A BATTERY ELIMINATOR CIRCUIT (BEC)

Firstly I must acknowledge that there are some of you who are philosophically opposed to BECs and prefer to use a separate receiver battery pack. Personally I don't have years of model boat experience to be able to make that judgement, so if you are at all nervous please ask the opinions of a few experienced club members before you embark on this project.

Still with me? OK, below I have a diagram showing how a typical boat using a receiver battery pack is wired up.

To convert to BEC operation I am presenting a 'plug-in' solution to work in existing installations without modification. If you have numerous boats, such a unit can be moved around as required, provided you have standardised on your connectors. Personally, I wire the BEC in directly to avoid the losses and unreliability associated with the extra connectors - but the choice is yours.

In the diagram below the main components of battery, ESC and receiver are shown in the same positions as before, and the BEC system is shown in red. You will note that a plug/socket pair pass the battery power through to the ESC as before. Be sure to use similar gauge wires for this part of the BEC as the battery and ESC. The remainder of the BEC is very low current so thinner wire can be used for this.

The heart of the BEC is a +5v voltage regulator (U1) and at a cost of a pound or less is definitely cheaper than four batteries. This is a three pin semiconductor device which accepts your battery input voltage and drops it down to +5v. It is a stabilised regulator so the output will remain at +5v regardless of variations in loading (eg during servo movement) and temperature - up to the current capability of the device that is!

As this is a linear (ie not switching) regulator, the voltage dropping is a lossy process and it may get warm or even hot depending on the operating regime of your boat. Normal current drain from the receiver, ESC and stationary servo(s) is usually low so the losses are fairly small. Slewing a rudder servo, especially against the hydro-dynamic forces at high speed will take a lot more current, so the losses will be higher. ESCs using a relay for reversing sometimes (but not always) use the +5v receiver supply to power the relay coil so be sure your motor is wired correctly so that the relay is de-energised in the 'forward' direction to save power and BEC losses in normal operation.


It is advisable to fit a small heatsink to U1 - eg Maplin KU50E (55p), but you may well get away without doing so. If you choose to risk it, then check how hot the device feels after a short run with energetic rudder activation. The regulator chip is protected against thermal overload and will shut down if it gets dangerously hot so your boat could come to an unexpected halt, but the regulator is 're-entrant' so it will start up again when it cools down.

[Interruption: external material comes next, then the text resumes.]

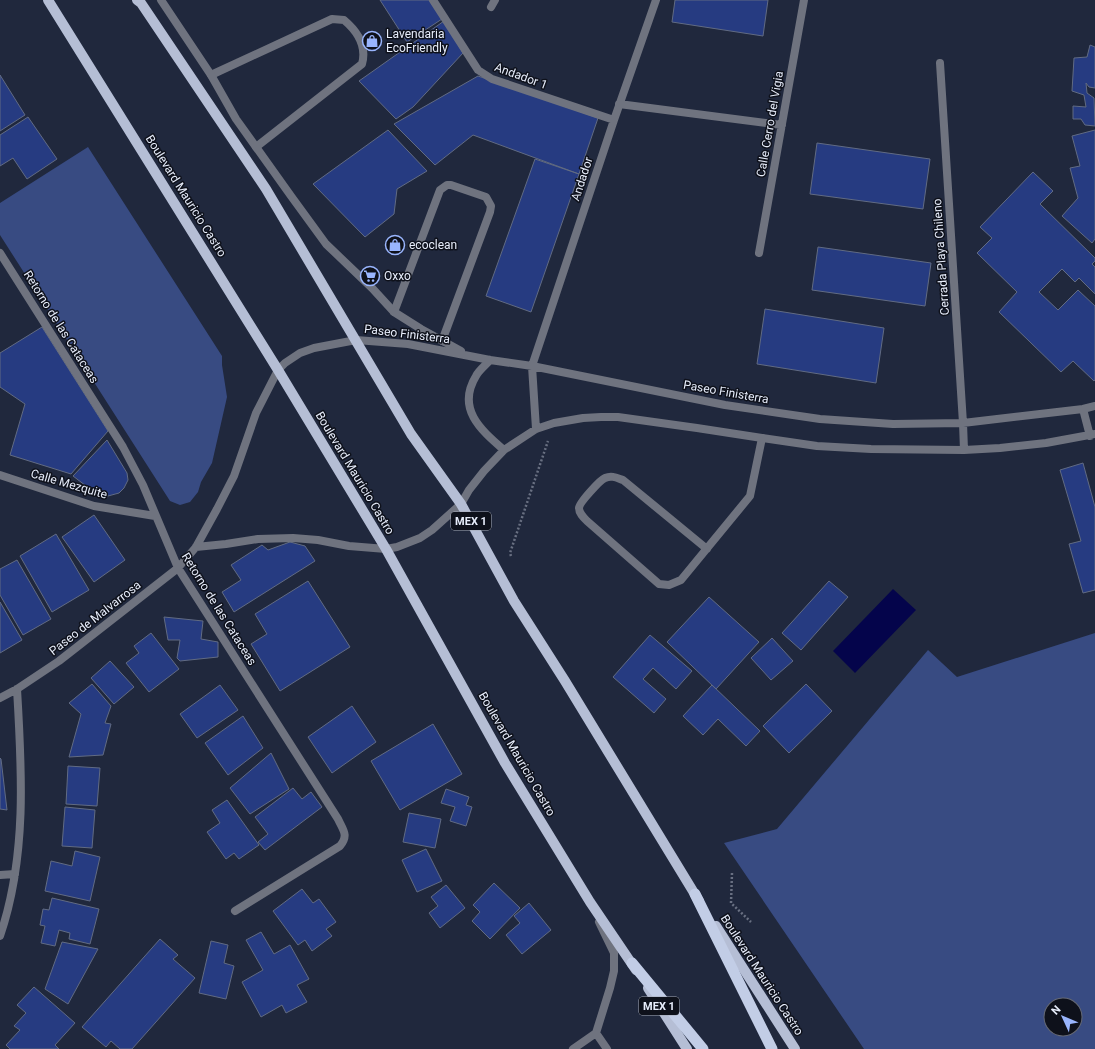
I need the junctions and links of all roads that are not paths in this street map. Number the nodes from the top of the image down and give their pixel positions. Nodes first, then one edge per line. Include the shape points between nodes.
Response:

Such regulator devices do need some voltage 'headroom' in order to operate (ie an input voltage in excess of the +5v output). There are two alternative parts you can use dependent on your battery voltage. The cheaper part, TS7805CZ - Maplin QL31J (59p) has a very poorly specified 'drop-out' voltage, quoting only a 'typical' value (not a 'max') of 2v when supplying 1 amp and would therefore be best suited to 8.4v batteries and above. A special low drop-out voltage version, TS2940CZ-5.0 CO - Maplin N67CA (92p) is far more tightly specified and taking the 'max' or worse case condition only drops 0.8v at 1 amp and 0.5v at 500mA or 0.2v at 100mA - 'typical' values are almost half of those. Bear in mind the better parts could quite likely be selected out from the manufacturing output of the TS7805CZ, so the latter may well all have poor 'drop-out' performance. If your battery voltage is high enough, that isn't a problem, but 7.2v NiXX and 6v lead-acid users should definitely use the TS2940CZ-5.0 CO.

C1 and C2 decouple the regulator and prevent any tendancy for it to oscillate (especially if used with long input and output wires). Omit them and any oscillation may not be immediately apparent, you measure a solid +5v output, but the device may get hot even without supplying any load and the RF emission from it may cause interference problems. Use disc ceramic type capacitors, as used for motor suppression - Maplin BX03D (11p). To be effective the capacitors should be placed as close as possible to the regulator pins (as the slanty lines on the circuit diagram are supposed to suggest).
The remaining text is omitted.